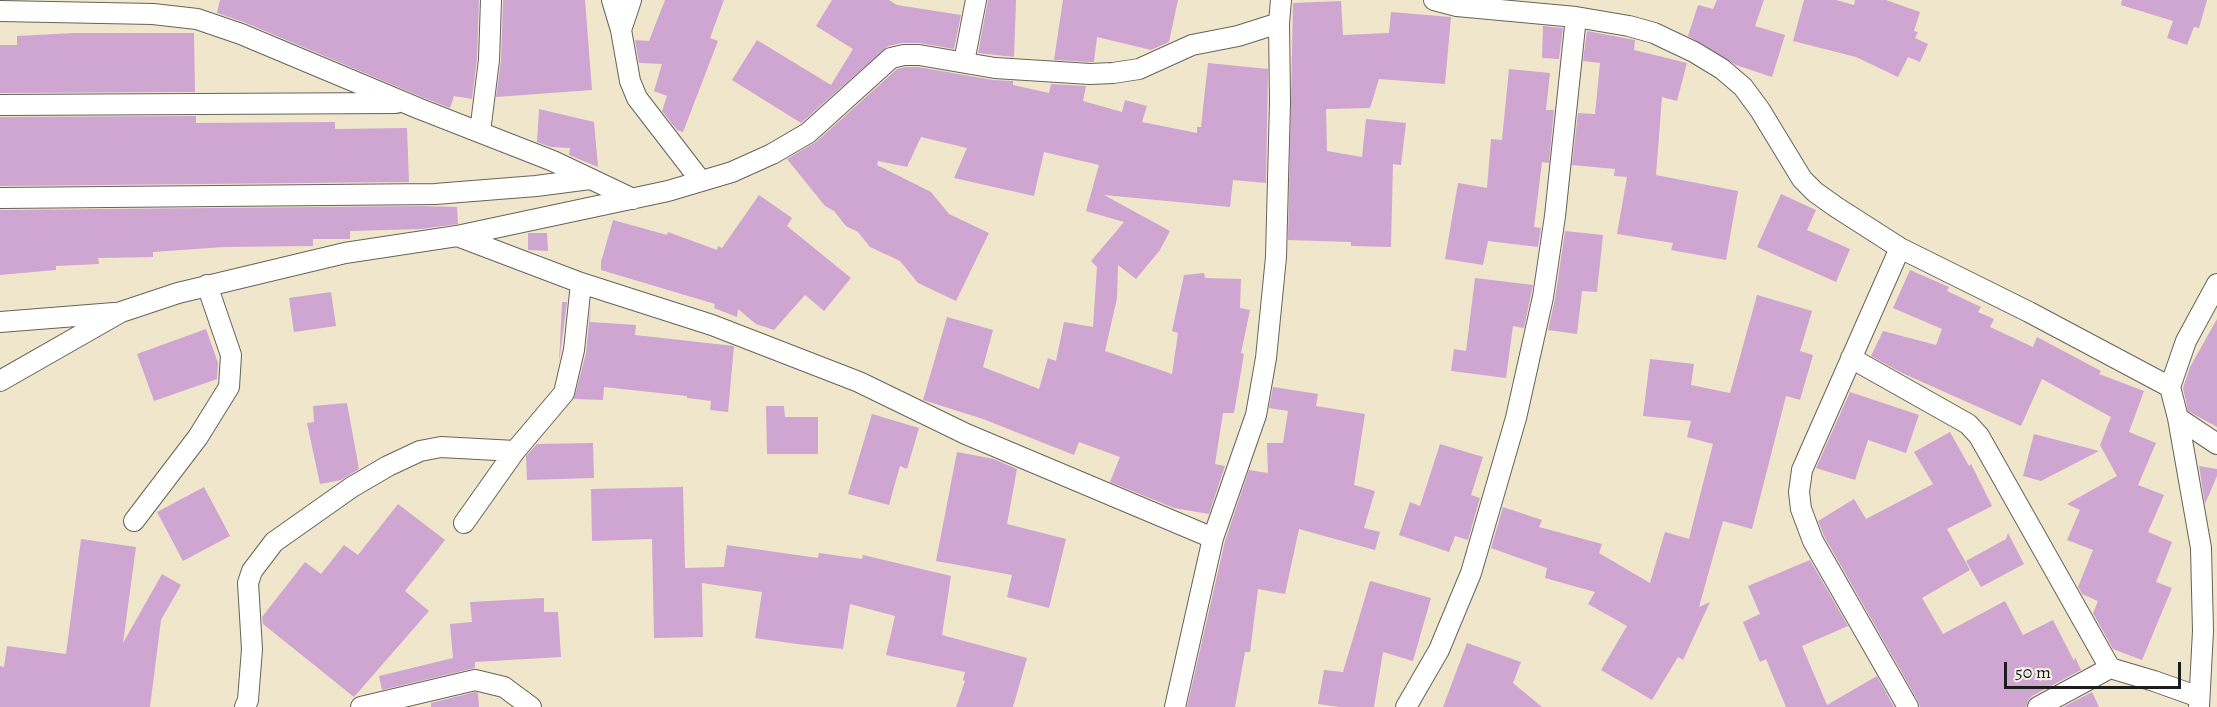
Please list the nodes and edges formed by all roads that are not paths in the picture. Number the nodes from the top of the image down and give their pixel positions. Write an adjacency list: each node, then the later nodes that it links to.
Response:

==

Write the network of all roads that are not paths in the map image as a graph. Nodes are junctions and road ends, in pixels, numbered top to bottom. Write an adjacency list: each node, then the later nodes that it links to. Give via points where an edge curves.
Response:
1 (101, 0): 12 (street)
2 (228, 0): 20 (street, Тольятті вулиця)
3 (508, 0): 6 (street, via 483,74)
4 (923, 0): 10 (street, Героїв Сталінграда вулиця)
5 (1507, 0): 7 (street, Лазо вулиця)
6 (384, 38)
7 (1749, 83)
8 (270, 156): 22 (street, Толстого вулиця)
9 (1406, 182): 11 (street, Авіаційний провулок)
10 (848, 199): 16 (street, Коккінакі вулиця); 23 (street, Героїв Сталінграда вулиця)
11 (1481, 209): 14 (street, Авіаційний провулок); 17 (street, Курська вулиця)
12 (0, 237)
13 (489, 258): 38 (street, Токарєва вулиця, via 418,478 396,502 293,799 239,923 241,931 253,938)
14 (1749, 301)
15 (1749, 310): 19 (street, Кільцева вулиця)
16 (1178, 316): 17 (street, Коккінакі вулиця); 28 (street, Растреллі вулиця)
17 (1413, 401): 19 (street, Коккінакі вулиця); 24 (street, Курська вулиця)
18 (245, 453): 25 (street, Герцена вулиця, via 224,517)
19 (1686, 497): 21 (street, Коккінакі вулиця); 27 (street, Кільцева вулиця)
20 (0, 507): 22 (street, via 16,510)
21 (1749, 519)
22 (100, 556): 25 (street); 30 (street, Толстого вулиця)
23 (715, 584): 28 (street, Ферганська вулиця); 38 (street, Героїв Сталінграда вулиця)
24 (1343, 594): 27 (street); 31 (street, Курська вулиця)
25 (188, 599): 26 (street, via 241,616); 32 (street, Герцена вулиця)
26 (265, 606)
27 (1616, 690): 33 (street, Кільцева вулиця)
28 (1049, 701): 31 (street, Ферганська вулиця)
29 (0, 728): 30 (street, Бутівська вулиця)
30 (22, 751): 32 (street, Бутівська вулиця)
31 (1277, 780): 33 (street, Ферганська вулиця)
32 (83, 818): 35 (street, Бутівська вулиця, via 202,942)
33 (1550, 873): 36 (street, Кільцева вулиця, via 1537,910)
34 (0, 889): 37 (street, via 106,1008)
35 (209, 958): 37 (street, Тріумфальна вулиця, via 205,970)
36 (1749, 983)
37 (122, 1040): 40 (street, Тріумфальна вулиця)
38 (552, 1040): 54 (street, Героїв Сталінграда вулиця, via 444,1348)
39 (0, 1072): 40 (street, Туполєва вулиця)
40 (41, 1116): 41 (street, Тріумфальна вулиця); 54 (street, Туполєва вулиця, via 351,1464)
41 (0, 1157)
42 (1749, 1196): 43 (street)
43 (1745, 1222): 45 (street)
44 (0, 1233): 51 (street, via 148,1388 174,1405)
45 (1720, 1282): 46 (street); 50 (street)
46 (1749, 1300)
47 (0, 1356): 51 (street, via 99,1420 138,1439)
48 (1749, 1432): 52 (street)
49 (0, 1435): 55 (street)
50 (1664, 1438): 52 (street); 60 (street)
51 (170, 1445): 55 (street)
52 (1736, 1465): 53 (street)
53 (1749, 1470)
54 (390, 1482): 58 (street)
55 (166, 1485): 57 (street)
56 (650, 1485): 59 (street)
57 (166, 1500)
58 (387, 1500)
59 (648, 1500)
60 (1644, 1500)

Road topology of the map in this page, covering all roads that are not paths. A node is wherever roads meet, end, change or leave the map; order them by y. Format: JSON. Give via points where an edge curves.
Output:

---

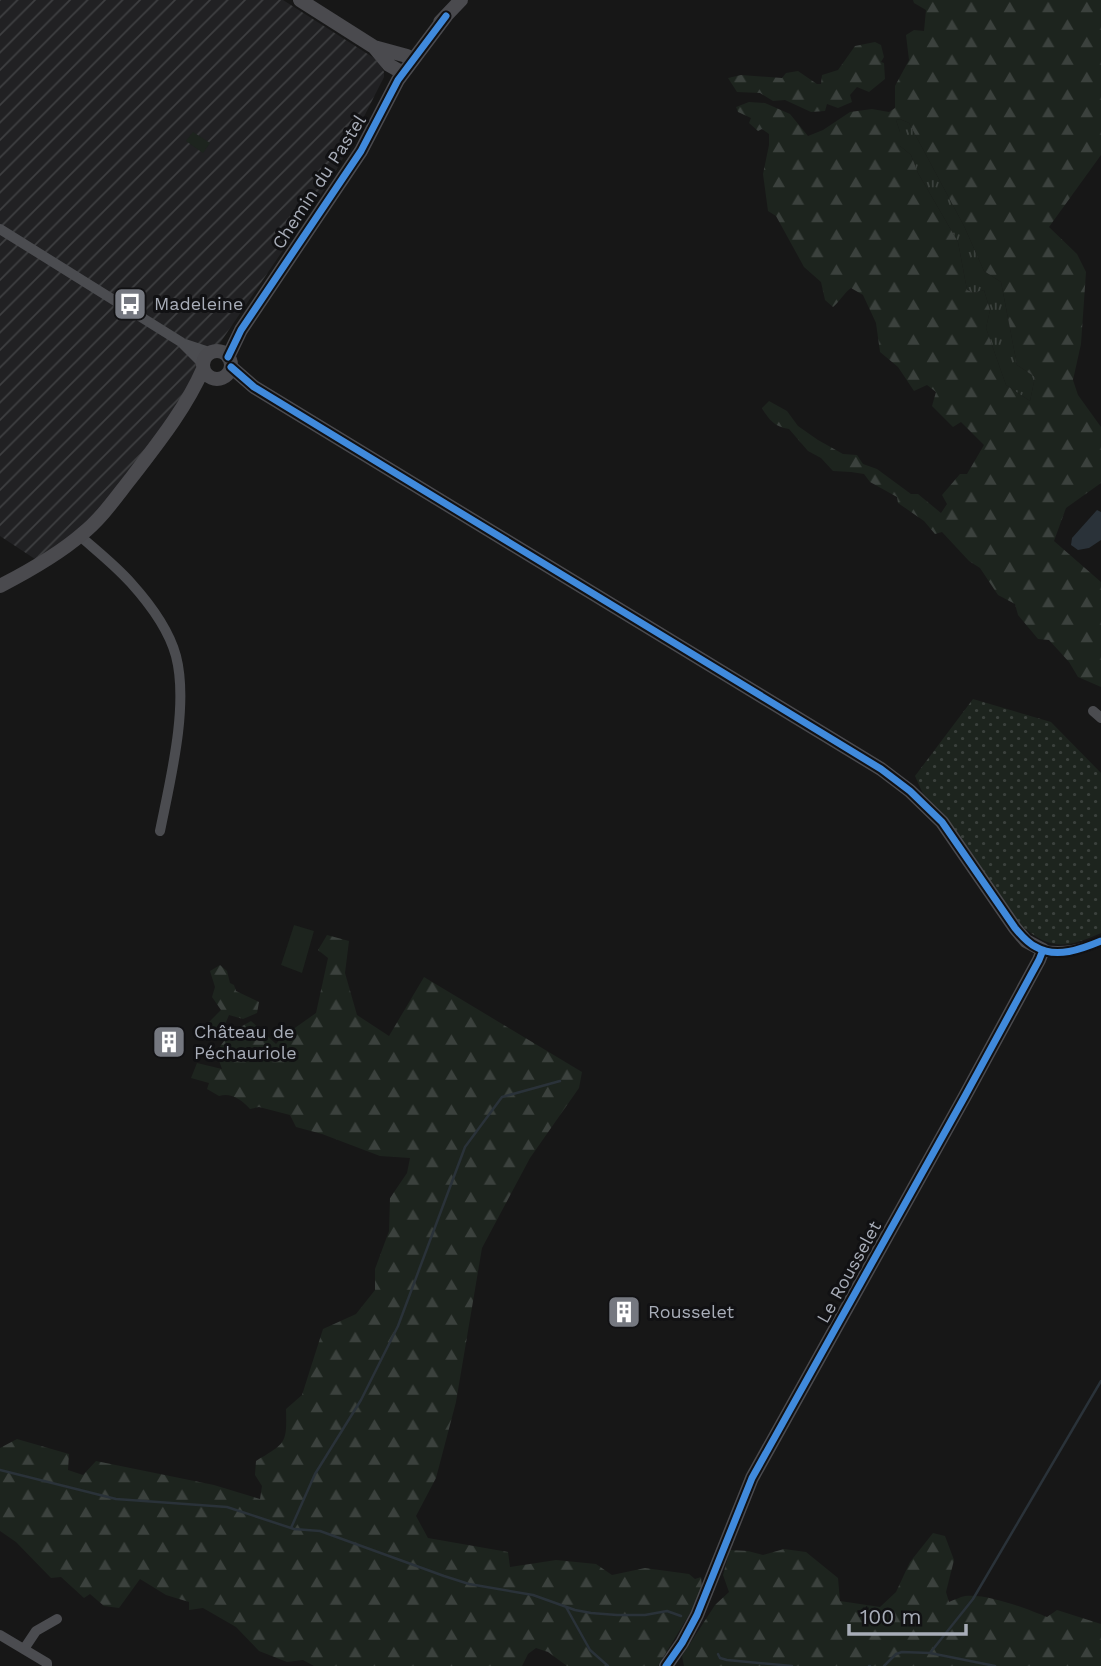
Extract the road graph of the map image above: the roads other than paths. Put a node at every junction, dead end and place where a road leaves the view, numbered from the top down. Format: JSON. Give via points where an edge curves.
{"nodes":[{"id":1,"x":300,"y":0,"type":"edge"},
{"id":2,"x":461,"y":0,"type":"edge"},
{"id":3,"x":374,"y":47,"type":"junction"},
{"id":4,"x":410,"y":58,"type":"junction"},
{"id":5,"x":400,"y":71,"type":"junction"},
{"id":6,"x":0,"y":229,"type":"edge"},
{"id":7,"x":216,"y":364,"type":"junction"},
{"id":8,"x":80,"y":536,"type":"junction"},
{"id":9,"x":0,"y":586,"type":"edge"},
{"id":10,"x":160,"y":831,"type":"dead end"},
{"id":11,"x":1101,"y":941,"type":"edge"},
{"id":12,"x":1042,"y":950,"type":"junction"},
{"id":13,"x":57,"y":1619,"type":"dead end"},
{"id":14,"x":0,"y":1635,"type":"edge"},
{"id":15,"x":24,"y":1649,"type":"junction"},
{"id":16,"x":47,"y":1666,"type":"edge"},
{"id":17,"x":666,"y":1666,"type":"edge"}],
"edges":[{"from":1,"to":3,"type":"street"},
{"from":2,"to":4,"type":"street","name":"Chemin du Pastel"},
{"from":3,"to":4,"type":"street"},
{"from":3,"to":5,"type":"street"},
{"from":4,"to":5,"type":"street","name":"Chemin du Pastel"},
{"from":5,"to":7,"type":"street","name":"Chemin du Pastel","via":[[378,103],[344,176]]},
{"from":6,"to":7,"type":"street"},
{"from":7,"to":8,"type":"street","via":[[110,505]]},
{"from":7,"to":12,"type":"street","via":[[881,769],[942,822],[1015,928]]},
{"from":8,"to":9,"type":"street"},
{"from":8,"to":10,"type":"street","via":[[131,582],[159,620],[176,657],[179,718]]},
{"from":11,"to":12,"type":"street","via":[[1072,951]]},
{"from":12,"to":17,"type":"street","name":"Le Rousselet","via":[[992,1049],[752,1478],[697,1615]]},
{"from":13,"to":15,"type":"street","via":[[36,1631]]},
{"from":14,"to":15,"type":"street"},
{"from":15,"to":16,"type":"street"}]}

### Problem description
Going through the records above, state how many lines carry "later", with no other text.

### Expected answer
2